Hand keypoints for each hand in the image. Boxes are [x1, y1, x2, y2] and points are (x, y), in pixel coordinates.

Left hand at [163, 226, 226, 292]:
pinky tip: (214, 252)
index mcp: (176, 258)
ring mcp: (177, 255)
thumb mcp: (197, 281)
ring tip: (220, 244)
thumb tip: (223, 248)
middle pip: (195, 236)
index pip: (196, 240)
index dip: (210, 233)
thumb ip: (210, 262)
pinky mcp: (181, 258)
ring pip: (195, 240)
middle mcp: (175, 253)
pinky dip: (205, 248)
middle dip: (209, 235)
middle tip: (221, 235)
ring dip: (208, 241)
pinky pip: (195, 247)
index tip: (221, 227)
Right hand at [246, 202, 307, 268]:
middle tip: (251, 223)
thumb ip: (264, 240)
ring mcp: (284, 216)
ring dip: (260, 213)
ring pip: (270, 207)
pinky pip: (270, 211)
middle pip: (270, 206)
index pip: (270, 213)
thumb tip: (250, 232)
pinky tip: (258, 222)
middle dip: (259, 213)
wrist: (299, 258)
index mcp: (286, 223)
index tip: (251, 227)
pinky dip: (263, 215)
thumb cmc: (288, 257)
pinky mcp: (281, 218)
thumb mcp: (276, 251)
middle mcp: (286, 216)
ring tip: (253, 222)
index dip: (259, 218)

==

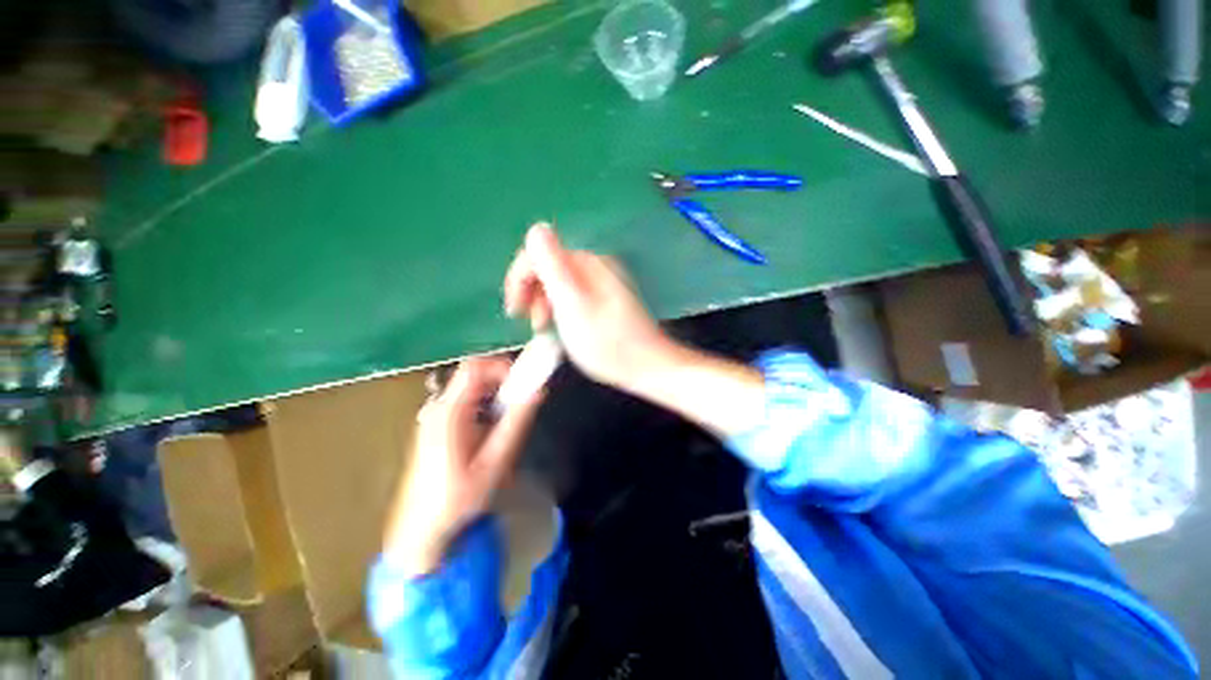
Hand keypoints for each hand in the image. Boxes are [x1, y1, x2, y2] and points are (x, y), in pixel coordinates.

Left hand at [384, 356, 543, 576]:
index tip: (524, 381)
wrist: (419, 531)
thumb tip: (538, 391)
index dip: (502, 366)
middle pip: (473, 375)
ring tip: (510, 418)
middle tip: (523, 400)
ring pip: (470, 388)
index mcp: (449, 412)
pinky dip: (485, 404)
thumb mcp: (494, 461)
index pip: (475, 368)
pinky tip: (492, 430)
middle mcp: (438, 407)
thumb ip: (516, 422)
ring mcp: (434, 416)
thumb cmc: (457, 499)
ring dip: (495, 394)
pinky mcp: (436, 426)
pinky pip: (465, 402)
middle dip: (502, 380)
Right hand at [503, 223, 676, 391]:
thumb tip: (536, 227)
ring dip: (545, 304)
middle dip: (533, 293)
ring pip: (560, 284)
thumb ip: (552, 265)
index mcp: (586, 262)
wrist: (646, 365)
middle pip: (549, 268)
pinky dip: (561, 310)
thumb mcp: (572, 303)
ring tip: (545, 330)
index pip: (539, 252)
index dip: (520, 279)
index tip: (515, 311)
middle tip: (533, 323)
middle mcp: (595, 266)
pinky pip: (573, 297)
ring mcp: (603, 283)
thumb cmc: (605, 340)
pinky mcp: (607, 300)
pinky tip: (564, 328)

## [Task goal]
Copy range, inclusive: the line holding "pinky dip: (205, 248)" to the line holding "ring pip: (270, 207)". Reproduce exactly those lines of the records above and no others.

## [Your response]
pinky dip: (205, 248)
middle dip: (209, 235)
middle tip: (221, 235)
ring dip: (208, 241)
pinky pip: (195, 247)
index tip: (221, 227)
Right hand at [246, 202, 307, 268]:
middle tip: (251, 223)
thumb ip: (264, 240)
ring mcp: (284, 216)
ring dip: (260, 213)
ring pip: (270, 207)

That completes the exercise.